'''

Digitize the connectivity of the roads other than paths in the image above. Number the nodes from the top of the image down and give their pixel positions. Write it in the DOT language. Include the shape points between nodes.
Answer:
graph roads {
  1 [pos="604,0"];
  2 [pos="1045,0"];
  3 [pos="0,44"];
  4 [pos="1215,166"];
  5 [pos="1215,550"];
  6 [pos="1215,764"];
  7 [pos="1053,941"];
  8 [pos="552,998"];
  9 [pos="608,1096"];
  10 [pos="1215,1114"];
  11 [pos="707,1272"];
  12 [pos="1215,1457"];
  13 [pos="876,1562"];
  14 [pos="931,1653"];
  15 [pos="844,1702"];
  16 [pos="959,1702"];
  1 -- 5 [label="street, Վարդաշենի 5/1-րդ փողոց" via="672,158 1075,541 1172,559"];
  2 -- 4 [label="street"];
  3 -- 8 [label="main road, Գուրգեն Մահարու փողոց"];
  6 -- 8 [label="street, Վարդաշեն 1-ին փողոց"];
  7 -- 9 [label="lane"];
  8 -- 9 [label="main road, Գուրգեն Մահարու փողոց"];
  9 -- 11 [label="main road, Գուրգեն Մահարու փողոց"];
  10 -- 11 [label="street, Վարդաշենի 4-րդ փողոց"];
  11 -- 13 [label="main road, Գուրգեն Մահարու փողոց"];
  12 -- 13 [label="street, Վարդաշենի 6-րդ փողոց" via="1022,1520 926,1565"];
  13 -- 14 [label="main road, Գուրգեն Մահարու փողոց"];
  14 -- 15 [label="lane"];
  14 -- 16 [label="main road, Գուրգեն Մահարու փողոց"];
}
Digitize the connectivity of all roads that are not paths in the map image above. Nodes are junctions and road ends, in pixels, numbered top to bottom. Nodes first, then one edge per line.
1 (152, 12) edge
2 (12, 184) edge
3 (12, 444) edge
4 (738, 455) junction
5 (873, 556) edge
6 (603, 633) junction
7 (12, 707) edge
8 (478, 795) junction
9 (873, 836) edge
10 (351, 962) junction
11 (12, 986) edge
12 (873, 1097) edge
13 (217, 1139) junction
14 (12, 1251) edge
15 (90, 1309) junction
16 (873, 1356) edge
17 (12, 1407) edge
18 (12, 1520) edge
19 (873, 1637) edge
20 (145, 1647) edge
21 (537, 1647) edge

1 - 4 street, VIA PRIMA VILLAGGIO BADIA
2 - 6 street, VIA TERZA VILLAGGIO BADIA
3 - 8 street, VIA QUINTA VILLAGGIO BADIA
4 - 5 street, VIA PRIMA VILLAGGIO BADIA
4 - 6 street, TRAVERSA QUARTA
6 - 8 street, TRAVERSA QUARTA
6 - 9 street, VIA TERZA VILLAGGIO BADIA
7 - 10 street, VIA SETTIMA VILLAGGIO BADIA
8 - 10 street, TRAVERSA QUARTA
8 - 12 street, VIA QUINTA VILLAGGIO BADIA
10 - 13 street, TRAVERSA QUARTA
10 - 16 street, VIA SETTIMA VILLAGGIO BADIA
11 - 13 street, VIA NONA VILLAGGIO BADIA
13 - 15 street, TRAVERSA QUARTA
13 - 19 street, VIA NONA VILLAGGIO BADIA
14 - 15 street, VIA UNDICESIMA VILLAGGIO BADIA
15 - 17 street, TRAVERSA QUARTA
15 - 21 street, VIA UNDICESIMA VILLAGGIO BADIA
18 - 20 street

'''

* _THE PROBLEM_: Scan the lines above for "UNDICESIMA" and state how many match, nothing more.

* _REPLY TO THE TASK_: 2